(Saved data entries)
-- Opening Marker --

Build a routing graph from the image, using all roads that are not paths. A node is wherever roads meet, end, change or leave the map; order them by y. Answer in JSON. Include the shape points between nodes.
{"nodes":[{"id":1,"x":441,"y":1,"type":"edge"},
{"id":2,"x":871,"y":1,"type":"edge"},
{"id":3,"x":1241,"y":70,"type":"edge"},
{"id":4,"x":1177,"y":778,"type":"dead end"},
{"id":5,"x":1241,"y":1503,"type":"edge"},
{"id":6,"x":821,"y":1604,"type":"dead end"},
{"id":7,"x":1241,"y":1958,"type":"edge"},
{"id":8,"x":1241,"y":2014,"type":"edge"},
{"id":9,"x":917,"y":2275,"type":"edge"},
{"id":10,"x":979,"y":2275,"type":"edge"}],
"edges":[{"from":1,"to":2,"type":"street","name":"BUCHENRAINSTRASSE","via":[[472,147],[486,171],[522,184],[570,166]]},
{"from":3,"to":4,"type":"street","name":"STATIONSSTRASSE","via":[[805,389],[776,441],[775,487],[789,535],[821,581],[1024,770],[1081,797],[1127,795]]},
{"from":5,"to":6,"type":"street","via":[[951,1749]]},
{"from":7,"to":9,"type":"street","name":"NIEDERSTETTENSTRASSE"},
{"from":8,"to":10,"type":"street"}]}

-- Closing Marker --
-- Opening Marker --

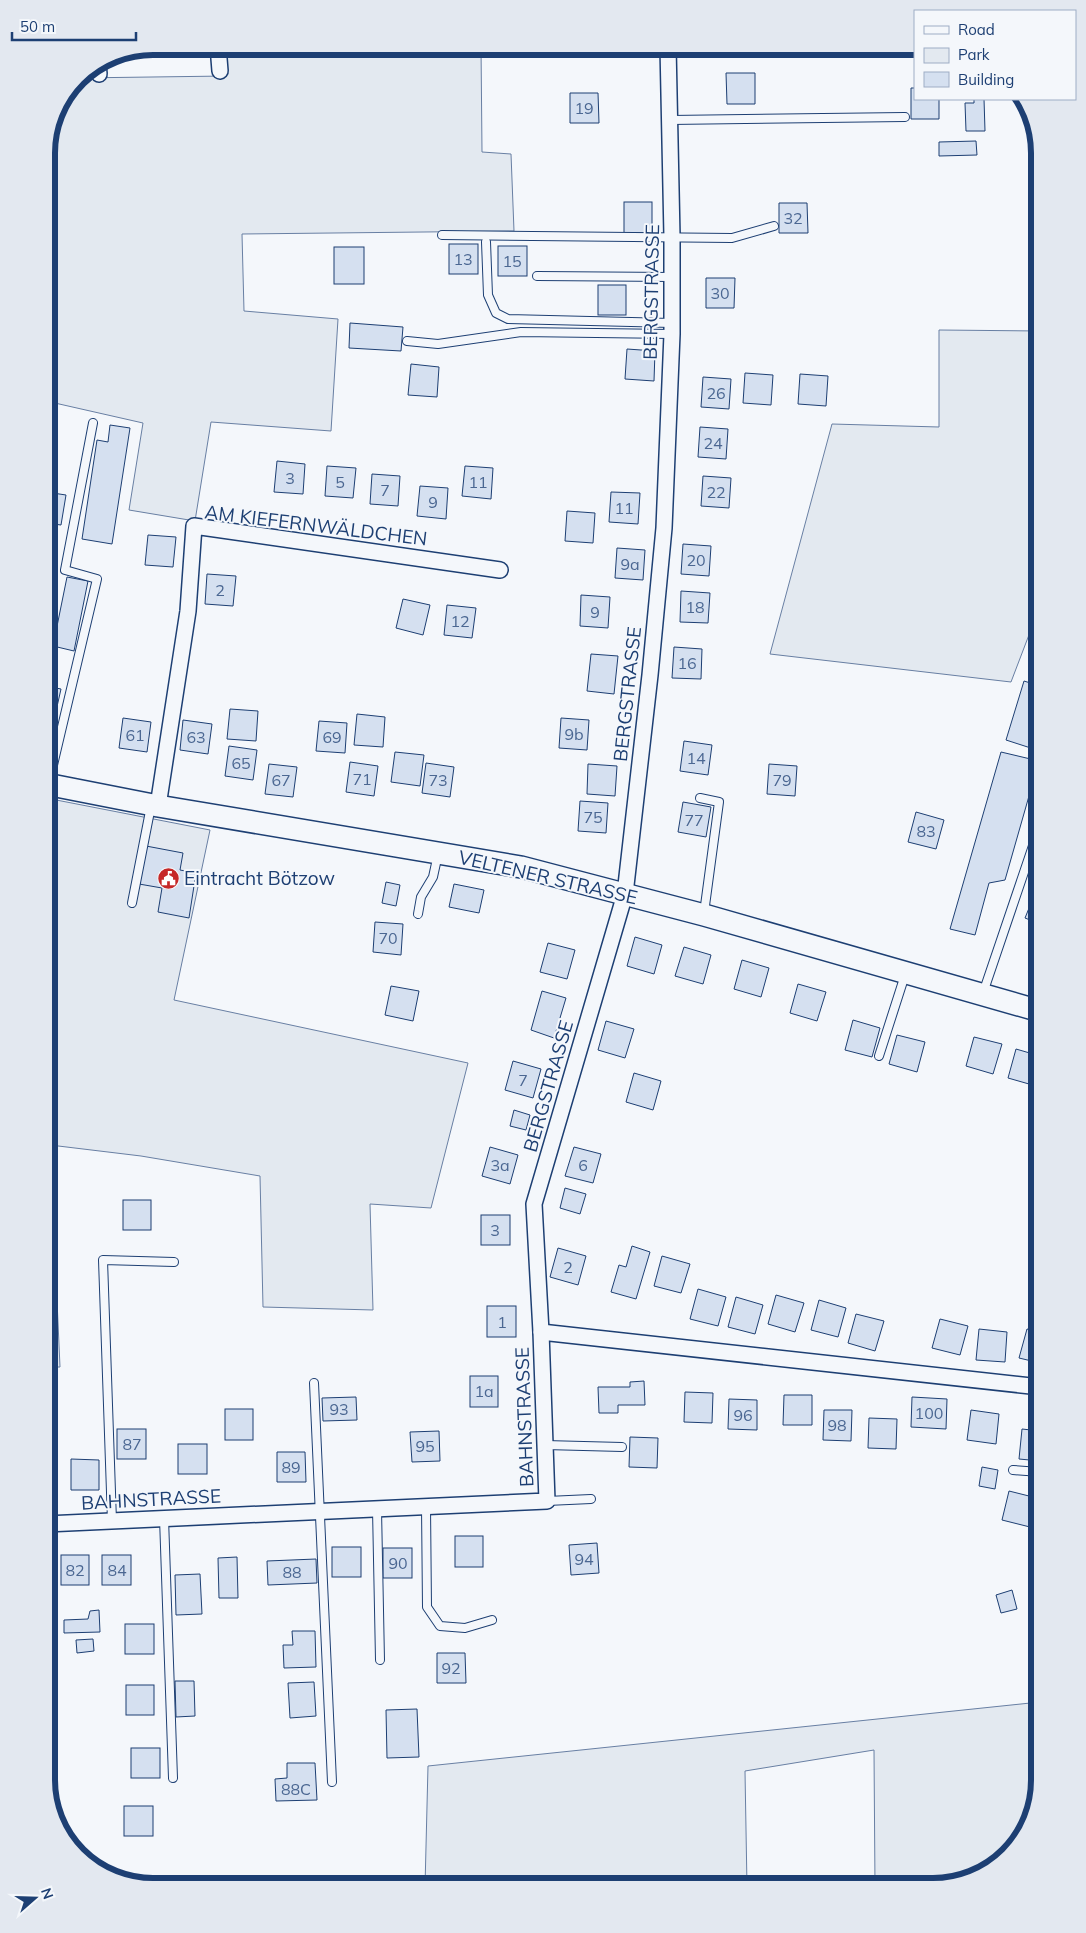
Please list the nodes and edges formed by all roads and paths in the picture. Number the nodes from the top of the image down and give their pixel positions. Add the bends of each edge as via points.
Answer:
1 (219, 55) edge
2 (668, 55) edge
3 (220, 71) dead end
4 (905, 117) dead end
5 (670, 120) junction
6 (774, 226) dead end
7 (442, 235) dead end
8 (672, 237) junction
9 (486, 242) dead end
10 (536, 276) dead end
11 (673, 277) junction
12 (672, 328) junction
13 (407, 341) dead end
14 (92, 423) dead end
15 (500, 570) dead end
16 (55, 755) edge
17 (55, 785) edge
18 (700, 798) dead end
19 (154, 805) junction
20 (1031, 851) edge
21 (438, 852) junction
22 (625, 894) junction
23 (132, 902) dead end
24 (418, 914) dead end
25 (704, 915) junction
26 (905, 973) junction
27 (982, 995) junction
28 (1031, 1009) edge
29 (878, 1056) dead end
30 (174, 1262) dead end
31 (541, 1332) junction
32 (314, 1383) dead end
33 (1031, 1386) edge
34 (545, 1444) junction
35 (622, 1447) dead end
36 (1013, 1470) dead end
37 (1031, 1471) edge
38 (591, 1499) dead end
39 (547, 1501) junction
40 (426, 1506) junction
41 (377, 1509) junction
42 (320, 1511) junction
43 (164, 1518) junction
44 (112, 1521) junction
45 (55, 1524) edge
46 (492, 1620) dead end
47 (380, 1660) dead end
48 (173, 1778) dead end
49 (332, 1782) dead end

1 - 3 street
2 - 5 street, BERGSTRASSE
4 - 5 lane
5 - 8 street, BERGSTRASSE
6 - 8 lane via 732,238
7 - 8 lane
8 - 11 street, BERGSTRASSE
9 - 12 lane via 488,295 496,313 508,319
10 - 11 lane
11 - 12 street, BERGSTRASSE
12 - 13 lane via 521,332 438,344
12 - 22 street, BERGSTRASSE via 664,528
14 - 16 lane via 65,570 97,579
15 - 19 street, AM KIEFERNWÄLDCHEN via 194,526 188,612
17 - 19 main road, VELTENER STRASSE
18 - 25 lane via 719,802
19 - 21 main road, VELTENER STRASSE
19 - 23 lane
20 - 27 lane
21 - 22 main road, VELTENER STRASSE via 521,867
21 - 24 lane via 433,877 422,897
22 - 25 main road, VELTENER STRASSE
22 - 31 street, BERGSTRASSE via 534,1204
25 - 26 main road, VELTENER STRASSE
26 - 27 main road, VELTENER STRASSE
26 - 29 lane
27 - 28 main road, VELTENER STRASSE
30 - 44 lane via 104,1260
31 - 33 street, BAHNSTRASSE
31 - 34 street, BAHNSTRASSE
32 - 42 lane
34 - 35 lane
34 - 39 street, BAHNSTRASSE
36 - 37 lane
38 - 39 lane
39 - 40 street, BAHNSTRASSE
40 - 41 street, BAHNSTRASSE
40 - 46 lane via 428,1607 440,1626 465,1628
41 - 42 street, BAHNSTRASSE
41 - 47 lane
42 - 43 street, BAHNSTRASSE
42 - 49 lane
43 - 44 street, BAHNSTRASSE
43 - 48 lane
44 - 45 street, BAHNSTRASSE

-- Closing Marker --
-- Opening Marker --

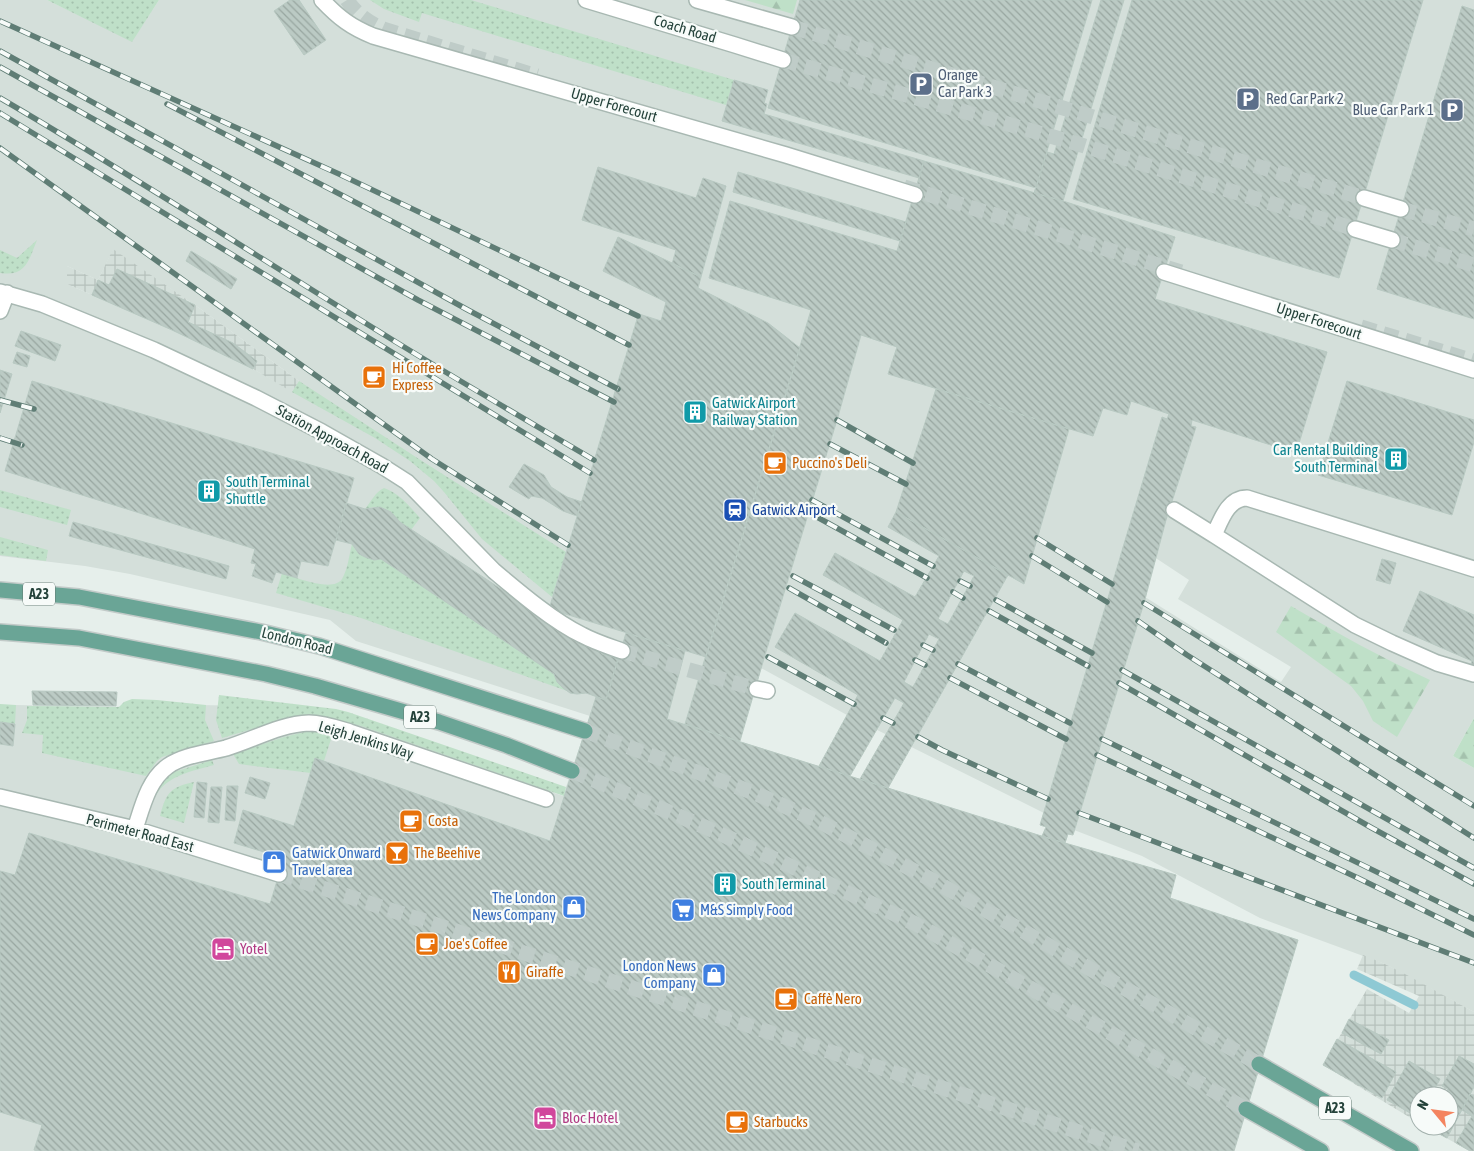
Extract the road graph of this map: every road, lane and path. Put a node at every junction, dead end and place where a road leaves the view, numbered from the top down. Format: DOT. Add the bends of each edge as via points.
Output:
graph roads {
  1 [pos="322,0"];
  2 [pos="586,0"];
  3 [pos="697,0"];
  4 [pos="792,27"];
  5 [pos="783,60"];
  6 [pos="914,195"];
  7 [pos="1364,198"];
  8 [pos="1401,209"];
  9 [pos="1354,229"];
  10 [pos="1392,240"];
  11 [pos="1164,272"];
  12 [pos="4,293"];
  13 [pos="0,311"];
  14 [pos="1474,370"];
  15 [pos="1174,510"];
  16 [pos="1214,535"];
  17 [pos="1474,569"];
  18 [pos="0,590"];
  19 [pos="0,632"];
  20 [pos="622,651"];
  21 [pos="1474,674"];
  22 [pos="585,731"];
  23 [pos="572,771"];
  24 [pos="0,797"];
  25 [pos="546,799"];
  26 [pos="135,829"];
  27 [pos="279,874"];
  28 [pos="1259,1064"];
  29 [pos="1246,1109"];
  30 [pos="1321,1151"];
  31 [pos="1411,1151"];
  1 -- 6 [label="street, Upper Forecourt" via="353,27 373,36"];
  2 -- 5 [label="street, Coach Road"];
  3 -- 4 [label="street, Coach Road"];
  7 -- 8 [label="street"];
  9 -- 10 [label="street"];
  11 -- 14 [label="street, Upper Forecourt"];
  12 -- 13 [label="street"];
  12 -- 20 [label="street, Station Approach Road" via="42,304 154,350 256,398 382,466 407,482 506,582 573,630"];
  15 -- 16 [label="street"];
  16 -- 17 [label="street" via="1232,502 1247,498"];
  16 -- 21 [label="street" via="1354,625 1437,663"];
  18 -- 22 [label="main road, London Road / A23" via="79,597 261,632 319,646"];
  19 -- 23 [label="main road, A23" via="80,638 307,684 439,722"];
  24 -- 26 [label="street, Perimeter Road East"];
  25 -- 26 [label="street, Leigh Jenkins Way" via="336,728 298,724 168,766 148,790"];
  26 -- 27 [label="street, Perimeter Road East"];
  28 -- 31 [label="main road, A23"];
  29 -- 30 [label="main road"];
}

-- Closing Marker --

In which lines of the records does the word "down" appear? Copy each of them.

• **ANSWER TO THIS TASK**:
Please list the nodes and edges formed by all roads and paths in the picture. Number the nodes from the top of the image down and give their pixel positions. Add the bends of each edge as via points.
Extract the road graph of this map: every road, lane and path. Put a node at every junction, dead end and place where a road leaves the view, numbered from the top down. Format: DOT. Add the bends of each edge as via points.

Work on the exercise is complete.